When Jimmy saw the expressions of gratitude that came on the faces of the people about him, he felt that he was more than repaid for anything he had done or could do to help them.

“Come with us,” they said. “We want you to talk to some of the people that are in trouble.”

Jimmy went with them. Neighbors were caring for the stricken family. One or two of the ailing ones were too sick to be seen. But Jimmy was able to talk briefly to the mother of the family and the oldest boy. He got from them their story, which was a startling tale in itself. The entire family of seven—father, mother, and five children—had gone, some days previously, to pay a visit to friends on the mainland. The lake was not then frozen so solidly. There were wide, open leads of water, which made it easily possible to reach the mainland. The visit lasted several days. Just before the return home, the great cold wave came. When they were half-way to the island, their motor went dead. A storm came up, and they drifted helplessly before it for twelve hours. The waves washed into their boat until they were all drenched. They could do nothing but sit in their boat and pray that the ice would not crush it. Their situation had finally been discovered, and hardy neighbors, taking their lives in their hands, had launched the most powerful boat on the island and fought their way to them. Thus their lives were saved for the time being, although every one of the seven was stricken with pneumonia, and it looked as though two of the seven might die. There was just a chance that the arrival of the medicine might arrest the disease.

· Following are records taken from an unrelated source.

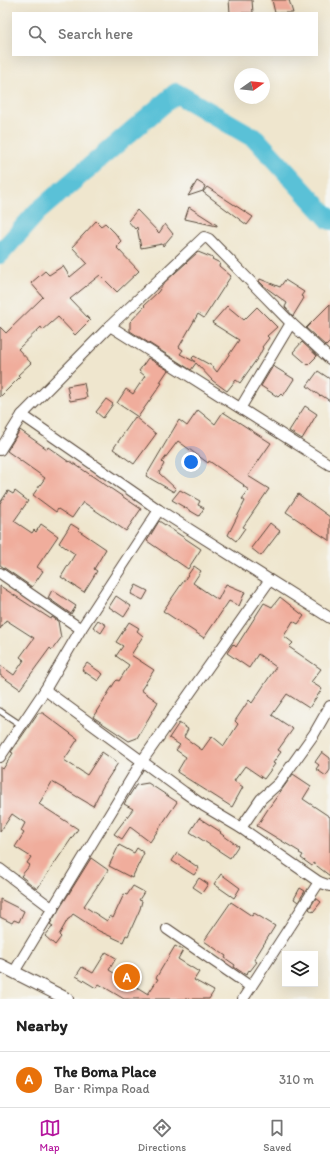 <!DOCTYPE html>
<meta charset="utf-8">
<style>
:root{--surface:#fff;--page:#f2f2f2;--text:#222;--muted:#767676;--line:#e0e0e0;--accent:#b5179e}
body{margin:0;font-family:Itim,sans-serif;background:var(--page);color:var(--text)}
.controls{position:absolute;right:12px;bottom:12px;display:grid;overflow:hidden;border-radius:0px;box-shadow:0 4px 16px #0002}
.controls button{width:36px;height:36px;display:grid;place-items:center;padding:0;border:0;border-bottom:1px solid var(--line);background:var(--surface);color:var(--text);font:20px sans-serif}
.compass{position:absolute;left:234px;top:68px;width:36px;height:36px;border-radius:50%;background:var(--surface);box-shadow:0 4px 16px #0002;rotate:75deg}
.you{position:absolute;left:191px;top:462px;width:14px;height:14px;margin:-10px;border:3px solid #fff;border-radius:50%;background:#1a73e8;box-shadow:0 0 0 6px #1a73e833}
.badge{display:grid;place-items:center;width:26px;height:26px;border-radius:50%;background:var(--accent);color:#fff;font-size:13px;font-weight:700}
.pin{position:absolute;translate:-50% -50%;border:2px solid #fff;box-shadow:0 1px 4px #0006}
.list{margin:0;padding:0;list-style:none}
h2{display:flex;justify-content:space-between;align-items:center;height:52px;margin:0;padding:0 16px;font-size:17px}
h2 small{font-size:13px;font-weight:400;color:var(--muted)}
.list li{display:grid;grid-template-columns:26px 1fr auto;gap:12px;align-items:center;box-sizing:border-box;height:56px;padding:0 16px;border-top:1px solid var(--line)}
.list b{display:block;font-size:15px;white-space:nowrap}
.list p{margin:0;font-size:13px;white-space:nowrap;color:var(--muted)}
.list em{font-size:13px;font-style:normal;color:var(--muted)}
.icon{flex:none;width:22px;height:22px;fill:none;stroke:currentColor;stroke-width:2;stroke-linecap:round;stroke-linejoin:round}
.map{position:relative;flex:none;width:330px;height:999px;overflow:hidden}
.search{position:absolute;background:var(--surface);box-shadow:0 4px 16px #0002;left:12px;right:12px;top:12px;height:44px;display:flex;align-items:center;gap:10px;box-sizing:border-box;padding:0 14px;border-radius:0px;color:var(--muted);font-size:15px}
.sheet{height:108px;background:var(--surface)}
nav{display:flex;justify-content:space-around;align-items:center;box-sizing:border-box;height:56px;border-top:1px solid var(--line);background:var(--surface);font-size:11px;color:var(--muted)}
nav a{display:grid;justify-items:center;gap:2px}
nav .on{color:var(--accent)}
.map>svg:first-child{display:block}
</style>
<div class="map">
<svg width="330" height="999" viewBox="0 0 330 999">
<rect width="100%" height="100%" fill="#f6f6f2"/>
<filter id="ink" filterUnits="userSpaceOnUse"><feTurbulence type="fractalNoise" baseFrequency=".025" numOctaves="2"/><feDisplacementMap in="SourceGraphic" scale="8" xChannelSelector="R" yChannelSelector="G"/><feConvolveMatrix kernelMatrix="1 2 1 2 8 2 1 2 1" color-interpolation-filters="sRGB"/></filter>
<filter id="wash" filterUnits="userSpaceOnUse"><feTurbulence type="fractalNoise" baseFrequency=".012" numOctaves="4" result="noise"/><feDisplacementMap in="SourceGraphic" scale="16" xChannelSelector="R" yChannelSelector="G"/><feGaussianBlur stdDeviation="0.9" result="paint"/><feColorMatrix in="noise" values="0 0 0 0 0 0 0 0 0 0 0 0 0 0 0 0 0 1.4 0 .05"/><feComposite in="paint" operator="in"/></filter>
<g filter="url(#wash)">
<rect width="100%" height="100%" fill="#efe6ce"/>
<g fill="none" stroke-linecap="round" stroke-linejoin="round">
<!-- river -->
<polyline stroke="#5ac1d7" stroke-width="20" points="0,254 37,212 176,93 256,139 330,220"/>
</g>
<g id="blocks">
<!-- building -->
<g fill="#f0ad9c">
<polygon points="229,0 252,0 253,13 230,13"/>
<polygon points="272,0 289,0 293,13 275,13"/>
<polygon points="197,181 205,186 203,191 188,196"/>
<polygon points="207,187 253,217 247,225 203,192"/>
<polygon points="189,207 217,225 217,226 185,219"/>
<polygon points="137,210 159,233 165,224 173,234 163,246 162,244 141,248 137,227 135,229 128,221"/>
<polygon points="96,221 101,226 105,223 115,233 121,241 117,245 118,247 117,248 139,271 117,292 100,275 70,299 90,320 75,335 58,317 43,330 41,327 18,349 31,363 18,375 20,377 0,397 0,327 6,333 43,297 31,283 45,271 49,275 63,266 70,277 87,263 72,247"/>
<polygon points="198,252 213,258 212,259 220,263 219,266 231,276 204,318 198,314 179,347 183,350 180,354 195,362 192,358 194,356 212,366 217,372 239,340 212,323 227,306 244,320 257,307 277,327 267,336 269,338 262,347 263,348 259,356 240,383 236,380 227,391 213,381 196,363 191,370 130,331 130,322 145,306 144,305 158,292 164,283"/>
<polygon points="260,279 280,287 285,280 304,292 301,296 304,298 293,316 285,307 287,303 264,286 259,281"/>
<polygon points="330,304 330,342 326,346 306,328"/>
<polygon points="302,342 317,356 308,365 293,352"/>
<polygon points="148,358 168,370 160,382 162,383 138,417 117,403 126,389 133,394 145,376 139,371"/>
<polygon points="273,366 294,379 283,396 281,394 278,397 261,386"/>
<polygon points="318,371 330,379 330,401 321,395 320,396 307,386"/>
<polygon points="84,383 87,398 70,401 67,386"/>
<polygon points="106,399 113,404 103,418 96,412"/>
<polygon points="305,406 317,414 302,439 289,431"/>
<polygon points="198,410 215,424 223,412 271,443 248,476 269,489 243,527 245,528 236,541 228,535 245,501 242,499 249,490 243,486 244,485 209,461 208,463 178,441 162,462 164,464 159,473 176,489 174,492 146,476 179,420 187,426"/>
<polygon points="135,417 156,434 134,464 113,449"/>
<polygon points="20,430 47,449 48,447 69,462 70,461 141,509 126,531 83,502 72,518 58,509 56,512 33,495 45,478 7,451"/>
<polygon points="180,490 200,501 198,505 204,508 199,516 172,500"/>
<polygon points="8,491 13,494 15,491 28,501 14,521 32,533 34,530 36,532 41,524 58,536 37,567 43,571 32,587 0,565 0,503"/>
<polygon points="298,494 330,517 330,541 286,512"/>
<polygon points="159,521 201,549 188,569 147,541"/>
<polygon points="270,523 280,531 261,556 251,548"/>
<polygon points="71,524 79,529 78,530 106,549 94,569 97,571 84,592 61,577 75,554 59,543"/>
<polygon points="194,566 201,571 193,583 218,600 226,584 245,592 239,606 229,601 204,638 163,611"/>
<polygon points="136,585 148,591 143,600 131,594"/>
<polygon points="0,586 51,619 52,617 58,621 61,638 52,650 50,648 20,689 0,675 0,665 14,675 24,660 20,657 34,638 6,620 0,629"/>
<polygon points="52,590 76,606 71,614 48,598"/>
<polygon points="116,596 131,606 124,617 109,607"/>
<polygon points="280,597 304,616 298,624 293,621 284,636 293,643 289,647 321,669 311,682 322,689 309,708 287,694 272,715 293,729 278,750 281,752 273,763 275,764 264,779 245,766 234,781 243,787 232,807 177,772 186,757 176,750 180,745 169,738 179,723 188,729 184,737 202,750 212,736 224,746 238,724 235,721 249,700 252,703 276,667 258,654 249,668 227,653 233,644 236,647 264,603 272,607"/>
<polygon points="98,620 106,625 101,633 93,627"/>
<polygon points="129,622 139,628 137,631 143,636 131,655 154,670 141,690 158,702 137,738 129,741 93,717 115,682 117,680 119,681 129,665 116,656 123,646 116,642"/>
<polygon points="87,663 103,674 98,681 82,670"/>
<polygon points="38,713 43,713 78,739 64,760 87,775 102,752 118,763 103,786 93,806 52,782 39,804 78,829 37,889 21,876 30,865 27,863 31,857 15,847 24,833 21,831 25,823 12,814 0,832 0,767 3,769 13,753 11,752"/>
<polygon points="322,752 330,758 330,770 326,776 316,769 319,765 315,762"/>
<polygon points="293,774 311,786 303,799 330,817 330,876 313,863 312,866 301,858 303,855 299,853 300,852 257,826 268,809"/>
<polygon points="148,783 177,802 150,842 130,827 122,839 114,834 133,809 124,804 136,785"/>
<polygon points="199,818 221,832 220,833 238,846 230,858 190,832"/>
<polygon points="119,845 134,853 137,848 144,853 132,878 109,866"/>
<polygon points="177,853 199,868 194,875 172,861"/>
<polygon points="91,858 108,870 84,906 107,921 110,916 113,918 124,894 127,895 133,886 144,892 139,900 142,901 140,909 128,936 126,935 123,942 99,931 73,914 69,919 68,919 59,935 61,937 55,945 45,936 53,926 50,924"/>
<polygon points="221,874 240,888 234,898 214,884"/>
<polygon points="199,878 208,884 202,893 193,887"/>
<polygon points="300,888 305,891 298,902 294,899"/>
<polygon points="316,898 321,902 313,912 309,909"/>
<polygon points="0,899 24,911 19,922 14,920 12,923 0,917"/>
<polygon points="231,902 252,916 254,913 275,926 254,960 257,962 250,971 249,970 246,975 234,967 235,965 225,958 226,956 204,941"/>
<polygon points="175,946 183,950 178,959 199,972 194,980 214,991 209,999 124,999 99,984 96,988 76,976 82,967 93,973 106,952 116,958 109,970 148,994 158,979 156,978"/>
</g>
</g>
</g>
<g filter="url(#ink)">
<use href="#blocks" fill-opacity="0" stroke="#564638" stroke-width="1"/>
<g fill="none" stroke-linecap="round" stroke-linejoin="round">
<defs>
<polyline id="service" points="0,711 21,725"/>
<g id="minor">
<polyline points="110,326 330,465"/>
<polyline points="241,407 291,323"/>
<polyline points="22,415 159,510 330,618"/>
<polyline points="0,450 22,415 110,326 204,237 209,239 291,323 330,359"/>
<polyline points="0,573 81,629"/>
<polyline points="45,690 184,792 204,806 241,828 319,882 330,886"/>
<polyline points="0,757 45,690 81,629 159,510"/>
<polyline points="241,828 261,799 279,783 314,734 330,706"/>
<polyline points="0,869 53,909"/>
<polyline points="167,929 251,987"/>
<polyline points="14,972 142,761 269,581"/>
<polyline points="243,999 319,882"/>
</g>
<polyline id="tertiary" points="0,965 67,999"/>
</defs>
<!-- service casing -->
<use href="#service" stroke="#564638" stroke-width="7"/>
<!-- minor casing -->
<use href="#minor" stroke="#564638" stroke-width="12"/>
<!-- tertiary casing -->
<use href="#tertiary" stroke="#564638" stroke-width="14"/>
<!-- service -->
<use href="#service" stroke="#fff" stroke-width="5"/>
<!-- minor -->
<use href="#minor" stroke="#fff" stroke-width="10"/>
<!-- tertiary -->
<use href="#tertiary" stroke="#fff" stroke-width="12"/>
</g>
</g>
</svg>
<div class="controls">
<button><svg class="icon" aria-label="layers" viewBox="0 0 24 24"><path d="M12 4l9 5-9 5-9-5zM3 14l9 5 9-5"/></svg></button>
</div>
<svg class="compass" viewBox="-18 -18 36 36"><path d="M0-13l5 13h-10z" fill="#e53935"/><path d="M0 13l5-13h-10z" fill="#767676"/></svg>
<div class="you"></div>
<div class="pin badge" style="left:127px;top:977px;background:#e8710a">A</div>
<div class="search"><svg class="icon" aria-label="search" viewBox="0 0 24 24"><circle cx="10" cy="10" r="6"/><path d="M15 15l6 6"/></svg>Search here</div>
</div>
<section class="sheet">
<h2>Nearby<small></small></h2>
<ul class="list">
<li><span class="badge" style="background:#e8710a">A</span><div><b>The Boma Place</b><p>Bar · Rimpa Road</p></div><em>310 m</em></li>
</ul>
</section>
<nav>
<a class="on"><svg class="icon" aria-label="map" viewBox="0 0 24 24"><path d="M3 6l6-2 6 2 6-2v14l-6 2-6-2-6 2zM9 4v14M15 6v14"/></svg>Map</a>
<a><svg class="icon" aria-label="directions" viewBox="0 0 24 24"><path d="M12 3l9 9-9 9-9-9zM9 14v-3h6M13 9l2 2-2 2"/></svg>Directions</a>
<a><svg class="icon" aria-label="saved" viewBox="0 0 24 24"><path d="M7 4h10v16l-5-4-5 4z"/></svg>Saved</a>
</nav> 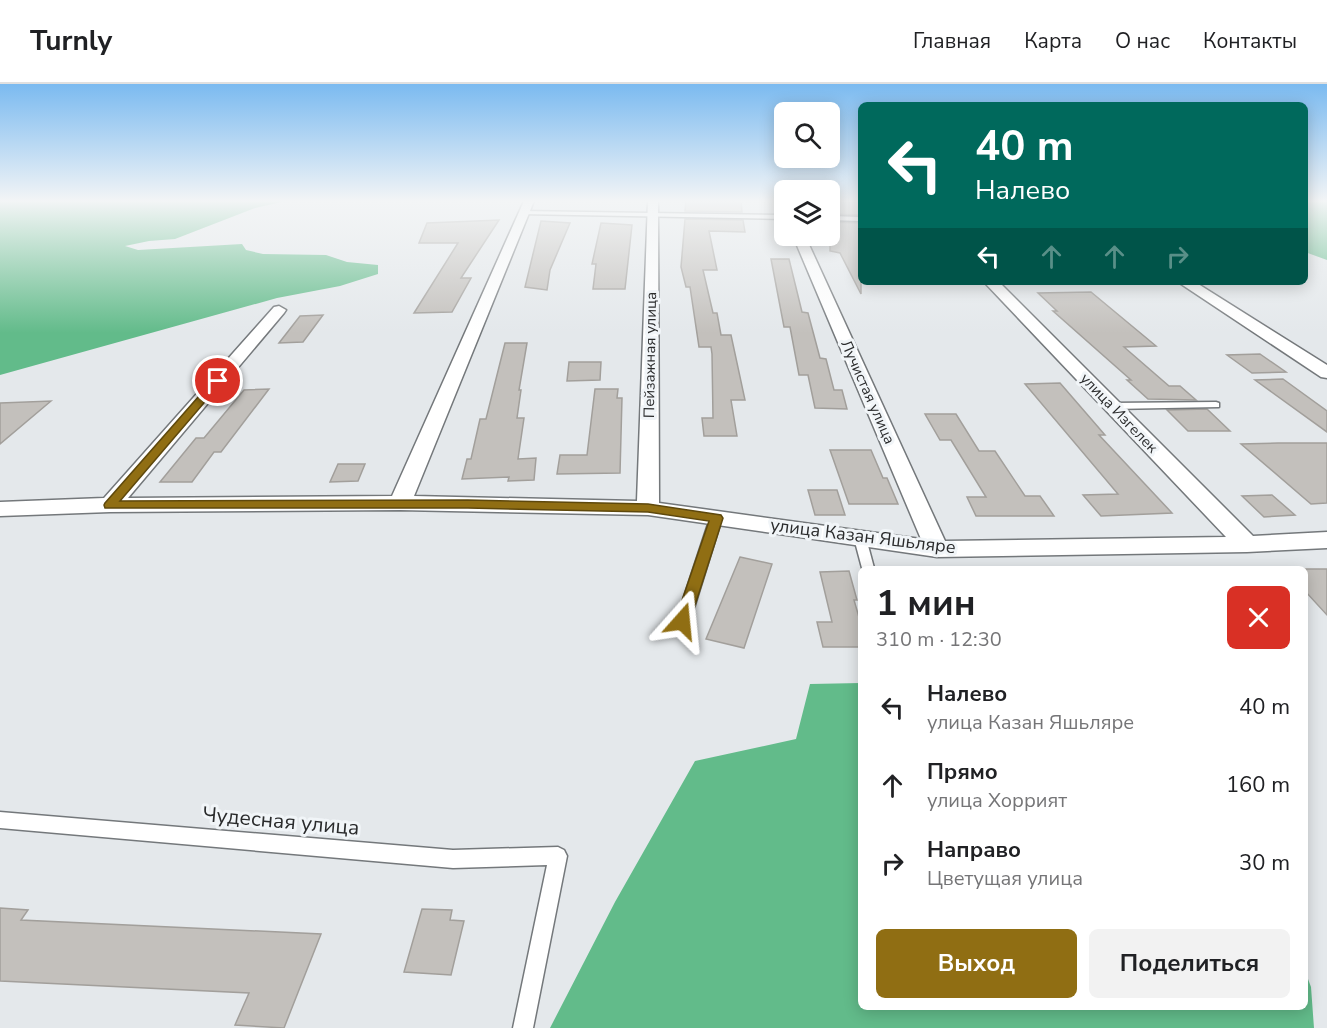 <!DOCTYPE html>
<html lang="ru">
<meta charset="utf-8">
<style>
body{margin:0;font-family:"Nunito Sans",sans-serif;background:#f2f2f2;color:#202124;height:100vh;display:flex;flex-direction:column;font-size:22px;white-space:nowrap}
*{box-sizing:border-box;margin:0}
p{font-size:20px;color:#757577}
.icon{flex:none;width:33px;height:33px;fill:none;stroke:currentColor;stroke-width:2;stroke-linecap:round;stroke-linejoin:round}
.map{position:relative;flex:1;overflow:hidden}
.drawer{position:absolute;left:858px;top:482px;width:450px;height:444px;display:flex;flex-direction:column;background:#fff;border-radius:9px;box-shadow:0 3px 15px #0003}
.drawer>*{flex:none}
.guide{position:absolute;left:858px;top:18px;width:450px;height:183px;border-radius:9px;box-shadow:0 3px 15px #0003;background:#00695c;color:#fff;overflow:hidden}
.buttons{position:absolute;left:774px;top:18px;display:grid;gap:12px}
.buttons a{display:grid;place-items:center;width:66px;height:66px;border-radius:9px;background:#fff;box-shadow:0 3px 15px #0003;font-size:30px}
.pin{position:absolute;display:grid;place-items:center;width:51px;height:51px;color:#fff;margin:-26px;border:3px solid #fff;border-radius:50%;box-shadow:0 2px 6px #0007}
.me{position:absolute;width:66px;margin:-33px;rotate:18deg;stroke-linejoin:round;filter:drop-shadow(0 0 4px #0008)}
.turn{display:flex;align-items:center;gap:21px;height:126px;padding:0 18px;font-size:27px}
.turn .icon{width:78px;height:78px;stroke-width:2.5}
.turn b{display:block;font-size:42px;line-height:51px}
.lanes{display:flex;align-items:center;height:57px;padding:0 18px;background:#0003;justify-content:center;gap:30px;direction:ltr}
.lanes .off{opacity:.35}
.round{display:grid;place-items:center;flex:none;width:63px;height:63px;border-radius:9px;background:#f2f2f2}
.head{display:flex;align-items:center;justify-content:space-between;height:102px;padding:0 18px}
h1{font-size:36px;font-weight:700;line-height:45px}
.primary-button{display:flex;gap:12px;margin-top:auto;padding:12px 18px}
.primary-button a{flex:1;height:69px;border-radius:9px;background:#906e13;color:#fff;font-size:24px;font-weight:700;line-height:69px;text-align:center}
.primary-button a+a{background:#f2f2f2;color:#202124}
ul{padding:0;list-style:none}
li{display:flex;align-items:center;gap:18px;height:78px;padding:0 18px}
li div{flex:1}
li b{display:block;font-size:22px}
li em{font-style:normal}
header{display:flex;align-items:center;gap:36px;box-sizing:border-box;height:84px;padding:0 30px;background:#fff;border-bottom:2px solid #e0e0e0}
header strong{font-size:28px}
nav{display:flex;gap:33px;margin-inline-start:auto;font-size:21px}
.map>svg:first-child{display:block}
.forest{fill:#62bb8a}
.building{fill:#c3c0bc;stroke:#a29f9b;stroke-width:1.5}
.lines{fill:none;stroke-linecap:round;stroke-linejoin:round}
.service-casing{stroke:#74787b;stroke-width:3}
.minor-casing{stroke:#74787b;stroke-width:3}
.service{fill:#fff;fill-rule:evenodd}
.minor{fill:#fff;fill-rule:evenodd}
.route{fill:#906e13;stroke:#5e480c;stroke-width:1.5}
.labels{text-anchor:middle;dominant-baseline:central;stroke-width:6;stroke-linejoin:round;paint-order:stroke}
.far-street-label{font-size:15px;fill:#2a2b2c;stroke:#f1f5f8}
.street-label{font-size:18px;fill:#2a2b2c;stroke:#f1f5f8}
.near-street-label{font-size:21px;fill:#2a2b2c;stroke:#f1f5f8}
</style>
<header>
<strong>Turnly</strong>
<nav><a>Главная</a><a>Карта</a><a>О нас</a><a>Контакты</a></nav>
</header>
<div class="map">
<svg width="1327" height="944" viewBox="0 0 1327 944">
<rect width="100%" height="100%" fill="#e4e8eb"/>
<path class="forest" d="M0 117H286L255 124 175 155 149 157 125 162 138 166 242 160 246 166 263 170 326 171 347 178 378 181V190L340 202 277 214 0 291Z
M1305 117H1327V176L1305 168Z
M861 599V922H1305V887L1311 903 1314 944H550L615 818 695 677 796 655 810 600Z"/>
<path class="building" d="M686 117 741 118 742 128 685 127Z
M861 118V131L830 130V119Z
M685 135 743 136 745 148 709 147 717 186H703L713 229H717L721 251H731L745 316H731L737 352H704L702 334H713L712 270 711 263H699L690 203H686L681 183Z
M499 136 461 194H471L452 228 414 229 458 159H419L427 139Z
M541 137 570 139 550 186 547 206 525 203Z
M830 138 861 139V210L840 169 830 167Z
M601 139 632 141 625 205H593L596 180H592Z
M771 175H789L802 228 808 229 820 274 826 275 834 306H842L847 325 815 324 808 291H799L790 243H784Z
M1091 208 1156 262 1124 263 1169 302H1180L1196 316 1148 315 1127 296H1131L1053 227H1057L1038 209Z
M323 231 303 258 279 259 300 232Z
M505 259H527L519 306H521L517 334H524L518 375 536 374 534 396 508 397 509 393 462 395 467 375H471L480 335H486Z
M1260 270 1286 288 1252 289 1227 271Z
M569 278H601L600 296 567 297Z
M1283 295 1327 327V348L1255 296Z
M1060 299 1105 351H1099L1172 429 1101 432 1083 411 1118 410 1025 300Z
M269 305 221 368H214L192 398H160L196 354H204L244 306Z
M595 305H618L617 314H622L620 389 557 390 560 371H587Z
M51 317 0 360V319Z
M1207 325 1230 347H1188L1167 326Z
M925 330H956L979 367H995L1025 412H1040L1054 432H976L967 413H986L951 356H940Z
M1278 359H1327V419L1311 420 1241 360Z
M830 366H871L883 394H887L898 420H849Z
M338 380H365L358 397 330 398Z
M808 406H837L845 431H815Z
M1272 411 1295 431 1264 433 1242 412Z
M740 473 772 480 744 564 706 555Z
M1305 485H1327V531L1305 507Z
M849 487 857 516H854L861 540V563H823L817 538H832L820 488Z
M0 824 28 826 21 836 321 850 284 944 235 941 249 909 0 897Z
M422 825 452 826 450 836 464 837 451 891 404 888Z"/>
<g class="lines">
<g class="service-casing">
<path id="service" d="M523 127 784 131V135L521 130Z
M830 132 861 133V137L830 136Z
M1216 318 1219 319V323L1112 325 1107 322 1112 319Z
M716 430 722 434 690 537 688 540H678L676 537 710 434Z
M860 450 866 454 874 484H862L854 454Z
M0 728 453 766 558 763 564 766 567 772 533 944H513L547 781 453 784 0 744Z"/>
</g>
<g class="minor-casing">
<path id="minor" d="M524 117H534L414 412 637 417 648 117H658L659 419 921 455 793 152H805L945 457 1226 453 984 198H999L1253 452 1327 448V464L1247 468 937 473 648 431 400 426 110 428 0 432V418L104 414 274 223 279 222 286 226 284 229 128 414 392 412Z
M779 117H784V121L780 120Z
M1178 198H1195L1327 281V294L1321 293Z"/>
</g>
<use href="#service" class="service"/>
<use href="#minor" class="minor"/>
</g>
<linearGradient id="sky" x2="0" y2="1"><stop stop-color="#7bbaf0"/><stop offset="0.47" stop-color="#f3f5f6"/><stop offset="1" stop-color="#f3f5f6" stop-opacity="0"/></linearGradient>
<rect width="1327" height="249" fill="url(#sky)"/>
<path class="route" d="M218 294 223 297 221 299 120 417 468 416 648 420 721 431 723 434 690 537 688 541H677L675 537 709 437 648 428 468 424H105L104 421 105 419 214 295Z"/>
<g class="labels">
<g class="far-street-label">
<text transform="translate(650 271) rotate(-89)">Пейзажная улица</text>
<text transform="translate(868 308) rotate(66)">Лучистая улица</text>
<text transform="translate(1119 329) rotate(46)">улица Изгелек</text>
</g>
<g class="street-label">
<text transform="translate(863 452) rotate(7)">улица Казан Яшьляре</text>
</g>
<g class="near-street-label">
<text transform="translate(281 737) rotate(5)">Чудесная улица</text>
</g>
</g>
</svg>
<div class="buttons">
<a><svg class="icon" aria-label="search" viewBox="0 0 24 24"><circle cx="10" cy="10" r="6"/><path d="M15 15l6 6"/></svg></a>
<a><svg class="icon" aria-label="layers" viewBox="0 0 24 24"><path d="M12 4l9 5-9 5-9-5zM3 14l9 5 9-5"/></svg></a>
</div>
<div class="pin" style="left:218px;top:297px;background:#d93025"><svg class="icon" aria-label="arrive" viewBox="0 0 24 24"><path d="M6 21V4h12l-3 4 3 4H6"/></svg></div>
<svg class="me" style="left:682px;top:537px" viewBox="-20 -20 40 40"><path d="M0-17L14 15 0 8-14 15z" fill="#906e13" stroke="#fff" stroke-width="4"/></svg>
<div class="guide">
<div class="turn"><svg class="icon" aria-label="left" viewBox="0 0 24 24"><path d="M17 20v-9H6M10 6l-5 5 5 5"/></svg><div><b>40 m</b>Налево</div></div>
<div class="lanes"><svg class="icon" aria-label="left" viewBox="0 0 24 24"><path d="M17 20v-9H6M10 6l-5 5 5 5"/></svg><svg class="icon off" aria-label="ahead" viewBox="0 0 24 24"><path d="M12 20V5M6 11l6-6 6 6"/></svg><svg class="icon off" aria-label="ahead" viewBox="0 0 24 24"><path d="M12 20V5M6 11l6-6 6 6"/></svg><svg class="icon off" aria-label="right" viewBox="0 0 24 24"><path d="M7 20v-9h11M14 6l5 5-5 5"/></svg></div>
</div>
<section class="drawer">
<div class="head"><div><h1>1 мин</h1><p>310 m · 12:30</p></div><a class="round" style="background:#d93025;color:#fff"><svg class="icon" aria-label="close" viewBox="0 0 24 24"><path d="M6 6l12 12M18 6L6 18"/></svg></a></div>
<ul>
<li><svg class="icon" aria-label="left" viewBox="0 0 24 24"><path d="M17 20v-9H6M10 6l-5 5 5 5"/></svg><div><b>Налево</b><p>улица Казан Яшьляре</p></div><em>40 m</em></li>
<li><svg class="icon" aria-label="ahead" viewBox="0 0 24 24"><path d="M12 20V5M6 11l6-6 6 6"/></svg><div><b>Прямо</b><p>улица Хоррият</p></div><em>160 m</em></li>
<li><svg class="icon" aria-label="right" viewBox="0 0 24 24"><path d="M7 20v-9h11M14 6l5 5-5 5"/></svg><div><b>Направо</b><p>Цветущая улица</p></div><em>30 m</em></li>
</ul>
<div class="primary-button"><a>Выход</a><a>Поделиться</a></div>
</section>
</div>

Jimmy was powerfully affected by this recital. He had seldom been so close to human suffering. Never had he been in touch with people so pitifully situated as these folks had been. Glad, indeed, was he that he had attempted the journey, and that there were great newspapers like his own, to take upon themselves the relief of suffering and the righting of wrong when other agencies failed.

One thing was sure, Jimmy thought. These suffering ones certainly must have medical treatment. And so, taking a hasty departure, he flew back to Smithville and got into touch with his chief, setting the story before him fully.

“Get a doctor and rush him to the island,” Mr. Johnson wired back.

Jimmy secured the only physician in the neighborhood, loaded the doctor and the necessary supplies in his plane, and was soon back on the island. The medical assistance came in time. The doctor was able to give immediate treatments and to leave directions for further care.

As for Jimmy himself, nothing was too good for him on the island. The inhabitants would have given him almost anything he asked for, so grateful were they for his efforts in their behalf. But Jimmy wanted nothing. He was more than repaid by their gratitude and their friendship.

It was with real regret that Jimmy said goodbye to these new-found friends. He was amazed to see how rapidly a mutual feeling of regard had sprung up between these people and himself in such a short time. He understood, of course, that this was because of the unusual conditions under which they had come to know one another. When the time for departure came, he shook hands with them all, promised to come back to the island some time, and then ferried his doctor back to Smithville. And now he went winging his way home across the great Empire State, to his old quarters at the Long Island flying field.

Weeks later Jimmy learned that the rescue efforts he had set in motion had been wholly successful. Every one of the seven sufferers had recovered. But more astonishing than that was the news that for a week after Jimmy’s departure, the sick islanders had daily treatment from the Smithville physician. The rum runner from Canada had flown the physician back and forth every day, as long as it was necessary, in a new plane, and had concluded the matter by paying the doctor handsomely for his services.

Jimmy mused over this for quite a while. “It just shows,” he concluded, “that the poet was right when he said there is so much bad in the best of us and so much good in the worst of us that we ought to be mighty careful what we say about anybody.”